Will’s View of Eleuthera

Your “Eleutheran Magic” piece is truly beautiful. Okay, I know I could have tried for thousands of years and probably not come up with a more cliche way to put it, but in this case, “truly beautiful” means “truly beautiful”.

It is beautiful as a classic love story, like the movies where a million crazy coincidences all happen at once and two people fall in love and you’re left at the end going “ah, only in Hollywood.” Hollywood and Eleuthera, I suppose.

But the piece is also beautiful on a deeper level, as a commentary on human relationships in general. Over the past few weeks or so, I have been struggling ideologically with the feasibility of love and harmony among the human race. More specifically, though I would never have thought to put it in these terms, I have been asking myself whether human beings are truly capable of absolute awareness, openness and love.

After all, the society we live in today, what with its flashy billboards and fast cars and neon signs that pull you in 3000 different directions at once, hardly fosters or rewards the three aforementioned qualities. The age of instant gratification has created a people who refuse to wait, and therefore, to borrow another cliche, see life as a destination rather than a journey. We know where we are going, but we have been desensitized to–indeed, are unaware of–the beauty that exists on the path we are taking to get there. We have become so hell-bent on fulfilling an endless schedule that we have lost our ability and our desire to communicate, to listen, and to understand. We simply do not have time.

So rather than coexist, we choose to craft our own distinct illusions or “filters” through which we view the world. Looking through our own unique prisms of personal experience, we see an action and decide on a perfectly rational reaction. Problem is, through your neighbor’s prism, your rational reaction appears decidedly incoherent. Unwilling to see the world through your “prism”, your neighbor simply passes judgement and continues blindly along his own narrow road, determined to convince himself that his prism of view is the one true prism of view.

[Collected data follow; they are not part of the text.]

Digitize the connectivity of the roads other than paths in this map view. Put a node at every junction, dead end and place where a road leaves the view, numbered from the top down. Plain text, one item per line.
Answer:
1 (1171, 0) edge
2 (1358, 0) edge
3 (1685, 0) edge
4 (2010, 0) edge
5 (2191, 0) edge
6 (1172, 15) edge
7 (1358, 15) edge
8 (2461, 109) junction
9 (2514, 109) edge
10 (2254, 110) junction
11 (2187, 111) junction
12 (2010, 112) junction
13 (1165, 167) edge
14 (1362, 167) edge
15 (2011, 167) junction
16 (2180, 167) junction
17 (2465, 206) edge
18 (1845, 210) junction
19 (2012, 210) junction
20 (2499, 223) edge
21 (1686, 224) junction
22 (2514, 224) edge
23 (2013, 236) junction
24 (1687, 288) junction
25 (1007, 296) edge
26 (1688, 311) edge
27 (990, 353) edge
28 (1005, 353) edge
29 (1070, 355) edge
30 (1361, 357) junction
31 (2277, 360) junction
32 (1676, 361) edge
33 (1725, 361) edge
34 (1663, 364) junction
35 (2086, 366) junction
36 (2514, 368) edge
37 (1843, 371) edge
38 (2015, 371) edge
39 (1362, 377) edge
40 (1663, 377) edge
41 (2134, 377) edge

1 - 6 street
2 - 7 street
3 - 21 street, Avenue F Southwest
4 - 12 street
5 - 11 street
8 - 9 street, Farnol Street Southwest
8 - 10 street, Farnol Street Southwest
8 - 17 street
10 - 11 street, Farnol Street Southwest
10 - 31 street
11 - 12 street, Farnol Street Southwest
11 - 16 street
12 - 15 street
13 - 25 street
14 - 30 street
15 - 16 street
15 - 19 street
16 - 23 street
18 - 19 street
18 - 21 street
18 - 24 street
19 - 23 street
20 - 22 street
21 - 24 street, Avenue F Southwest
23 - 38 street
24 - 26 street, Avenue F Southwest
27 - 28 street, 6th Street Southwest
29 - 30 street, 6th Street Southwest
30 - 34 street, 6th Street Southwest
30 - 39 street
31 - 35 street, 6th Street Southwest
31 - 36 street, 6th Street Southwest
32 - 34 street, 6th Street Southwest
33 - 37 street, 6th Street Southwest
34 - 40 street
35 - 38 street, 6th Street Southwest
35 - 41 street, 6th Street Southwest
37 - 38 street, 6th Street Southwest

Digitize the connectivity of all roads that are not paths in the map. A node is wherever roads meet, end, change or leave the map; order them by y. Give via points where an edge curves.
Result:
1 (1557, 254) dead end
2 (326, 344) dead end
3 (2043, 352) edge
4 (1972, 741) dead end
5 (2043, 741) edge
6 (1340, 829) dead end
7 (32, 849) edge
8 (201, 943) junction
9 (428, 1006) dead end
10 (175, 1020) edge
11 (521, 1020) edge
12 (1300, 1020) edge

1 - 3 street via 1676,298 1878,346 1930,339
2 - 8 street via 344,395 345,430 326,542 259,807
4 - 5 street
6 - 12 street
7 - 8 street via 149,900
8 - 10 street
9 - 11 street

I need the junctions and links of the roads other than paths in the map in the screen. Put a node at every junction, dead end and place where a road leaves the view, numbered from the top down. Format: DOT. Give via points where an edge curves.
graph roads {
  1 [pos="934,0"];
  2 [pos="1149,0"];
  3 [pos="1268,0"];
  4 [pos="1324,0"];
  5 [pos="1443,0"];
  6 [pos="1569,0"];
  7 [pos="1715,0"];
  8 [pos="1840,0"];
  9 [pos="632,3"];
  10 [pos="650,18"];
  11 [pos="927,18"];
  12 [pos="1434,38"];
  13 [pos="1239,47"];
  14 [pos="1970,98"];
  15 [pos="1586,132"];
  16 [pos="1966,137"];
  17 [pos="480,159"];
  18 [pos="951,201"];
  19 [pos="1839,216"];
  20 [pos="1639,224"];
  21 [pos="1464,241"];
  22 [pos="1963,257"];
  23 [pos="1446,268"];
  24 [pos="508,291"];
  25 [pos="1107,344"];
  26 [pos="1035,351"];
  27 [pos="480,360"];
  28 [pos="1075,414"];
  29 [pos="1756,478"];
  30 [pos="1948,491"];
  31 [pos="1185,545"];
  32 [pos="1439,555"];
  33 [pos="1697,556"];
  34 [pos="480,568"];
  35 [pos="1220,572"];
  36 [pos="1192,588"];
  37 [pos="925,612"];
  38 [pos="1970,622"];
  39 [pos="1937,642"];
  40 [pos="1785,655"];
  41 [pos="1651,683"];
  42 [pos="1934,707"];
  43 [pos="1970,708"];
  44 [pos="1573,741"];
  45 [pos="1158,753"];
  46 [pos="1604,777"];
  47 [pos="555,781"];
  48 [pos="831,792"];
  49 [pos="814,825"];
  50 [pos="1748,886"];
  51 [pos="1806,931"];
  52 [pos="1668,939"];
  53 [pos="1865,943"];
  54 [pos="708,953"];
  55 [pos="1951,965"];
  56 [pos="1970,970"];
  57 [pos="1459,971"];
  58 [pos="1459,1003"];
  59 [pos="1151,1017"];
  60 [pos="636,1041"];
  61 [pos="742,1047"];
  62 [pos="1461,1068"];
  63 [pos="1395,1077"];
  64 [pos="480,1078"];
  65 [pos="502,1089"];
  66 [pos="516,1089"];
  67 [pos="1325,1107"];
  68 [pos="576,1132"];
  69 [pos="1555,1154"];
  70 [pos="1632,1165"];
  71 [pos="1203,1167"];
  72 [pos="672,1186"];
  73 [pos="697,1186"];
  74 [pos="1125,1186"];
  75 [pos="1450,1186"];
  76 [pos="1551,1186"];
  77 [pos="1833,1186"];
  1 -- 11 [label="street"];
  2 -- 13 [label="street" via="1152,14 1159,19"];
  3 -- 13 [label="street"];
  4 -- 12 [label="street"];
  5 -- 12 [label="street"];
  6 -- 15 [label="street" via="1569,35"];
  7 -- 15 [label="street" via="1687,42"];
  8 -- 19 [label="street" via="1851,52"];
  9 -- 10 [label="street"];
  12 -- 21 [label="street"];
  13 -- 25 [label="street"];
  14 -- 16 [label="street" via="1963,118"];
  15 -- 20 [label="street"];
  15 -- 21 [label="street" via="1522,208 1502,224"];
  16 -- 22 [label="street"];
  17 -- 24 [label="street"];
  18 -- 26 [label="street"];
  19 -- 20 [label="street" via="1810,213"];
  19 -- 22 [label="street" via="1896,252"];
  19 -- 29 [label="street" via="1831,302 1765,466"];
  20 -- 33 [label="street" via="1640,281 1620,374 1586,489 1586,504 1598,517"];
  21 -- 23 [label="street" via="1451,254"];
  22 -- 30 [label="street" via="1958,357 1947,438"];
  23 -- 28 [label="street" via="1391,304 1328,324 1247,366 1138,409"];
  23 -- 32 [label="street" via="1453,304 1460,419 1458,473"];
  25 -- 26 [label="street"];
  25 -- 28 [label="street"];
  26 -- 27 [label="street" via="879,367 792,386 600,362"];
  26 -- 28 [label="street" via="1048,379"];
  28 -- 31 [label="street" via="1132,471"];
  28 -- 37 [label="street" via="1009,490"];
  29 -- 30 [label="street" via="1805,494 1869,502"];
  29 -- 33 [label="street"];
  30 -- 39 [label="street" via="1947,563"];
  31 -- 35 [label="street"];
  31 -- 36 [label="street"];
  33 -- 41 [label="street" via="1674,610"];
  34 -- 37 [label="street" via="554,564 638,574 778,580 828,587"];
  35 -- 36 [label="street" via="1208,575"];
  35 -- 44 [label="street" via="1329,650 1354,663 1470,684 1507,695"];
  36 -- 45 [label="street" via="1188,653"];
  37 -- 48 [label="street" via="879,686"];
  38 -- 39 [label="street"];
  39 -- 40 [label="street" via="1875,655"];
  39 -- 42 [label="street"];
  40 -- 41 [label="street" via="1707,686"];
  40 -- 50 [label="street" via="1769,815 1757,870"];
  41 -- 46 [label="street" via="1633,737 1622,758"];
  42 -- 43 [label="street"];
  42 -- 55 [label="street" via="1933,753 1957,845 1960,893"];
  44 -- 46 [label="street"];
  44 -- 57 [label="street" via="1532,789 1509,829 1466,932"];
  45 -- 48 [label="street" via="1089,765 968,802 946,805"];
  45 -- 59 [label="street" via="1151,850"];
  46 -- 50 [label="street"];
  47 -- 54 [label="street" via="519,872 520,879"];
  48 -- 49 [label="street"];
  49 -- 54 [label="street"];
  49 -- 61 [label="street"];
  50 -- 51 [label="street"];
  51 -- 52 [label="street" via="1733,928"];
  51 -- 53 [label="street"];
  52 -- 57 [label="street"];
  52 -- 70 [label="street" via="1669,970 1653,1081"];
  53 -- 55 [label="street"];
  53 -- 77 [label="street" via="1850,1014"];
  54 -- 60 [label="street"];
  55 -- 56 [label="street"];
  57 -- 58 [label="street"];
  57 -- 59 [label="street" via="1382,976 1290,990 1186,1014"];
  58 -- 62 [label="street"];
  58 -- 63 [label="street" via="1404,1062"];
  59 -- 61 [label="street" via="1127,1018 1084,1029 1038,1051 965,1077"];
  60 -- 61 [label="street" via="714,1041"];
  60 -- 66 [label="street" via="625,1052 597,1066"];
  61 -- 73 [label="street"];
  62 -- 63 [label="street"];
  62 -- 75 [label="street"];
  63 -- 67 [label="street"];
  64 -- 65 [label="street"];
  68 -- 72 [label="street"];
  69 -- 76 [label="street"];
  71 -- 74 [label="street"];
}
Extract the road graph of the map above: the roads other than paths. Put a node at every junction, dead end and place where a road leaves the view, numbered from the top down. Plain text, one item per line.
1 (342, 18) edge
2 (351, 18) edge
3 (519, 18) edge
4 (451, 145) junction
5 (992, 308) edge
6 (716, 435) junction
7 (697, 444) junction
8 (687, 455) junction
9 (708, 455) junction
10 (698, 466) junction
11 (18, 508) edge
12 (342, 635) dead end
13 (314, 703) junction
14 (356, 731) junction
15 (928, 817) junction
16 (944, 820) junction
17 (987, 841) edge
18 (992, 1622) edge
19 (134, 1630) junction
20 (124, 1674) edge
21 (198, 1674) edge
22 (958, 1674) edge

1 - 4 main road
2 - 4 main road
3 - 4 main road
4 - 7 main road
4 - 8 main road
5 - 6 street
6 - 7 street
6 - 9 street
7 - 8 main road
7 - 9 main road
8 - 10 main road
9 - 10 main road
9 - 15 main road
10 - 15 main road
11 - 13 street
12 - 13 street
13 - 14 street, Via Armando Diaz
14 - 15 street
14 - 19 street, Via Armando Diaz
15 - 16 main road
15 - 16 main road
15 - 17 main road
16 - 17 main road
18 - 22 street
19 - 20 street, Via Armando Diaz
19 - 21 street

Ergo, we cannot practice openness because we are constantly judging others and are constantly in fear of being judged ourselves. Our confidence in ourselves is weak because we are hardly ourselves at all but saturated, truncated versions of ourselves, percolated by the trappings of a society that champions uniformity. And yet, we are so desperate to cling to our waterlogged scraps of individuality that we begin to use our delicate prisms as impenetrable walls, viciously defending our crumbling fortresses because deep down we know they are nothing more than castles of sand, only as strong as the next wave that crashes ashore. We fear openness because openness equates to vulnerability and challenge, and challenge often leads to the destruction of our precious prisms. So we buffet ourselves with billboards and retreat to our routines, more comfortable in the lies of society than in the undeniable truths our hearts cannot escape.

The tiny island of Eleuthera is an escape from these comfortable lies, a direct defiance of the endless American gimmick. Eleuthera offers a shelter from the heavy hailstorms of our capitalistic world, a haven in which one is free and encouraged to practice awareness, openness, and love. All while dipping his/her toes in the crystal clear blue-green water. That is the magic of Eleuthera.

At least that’s how I feel about it.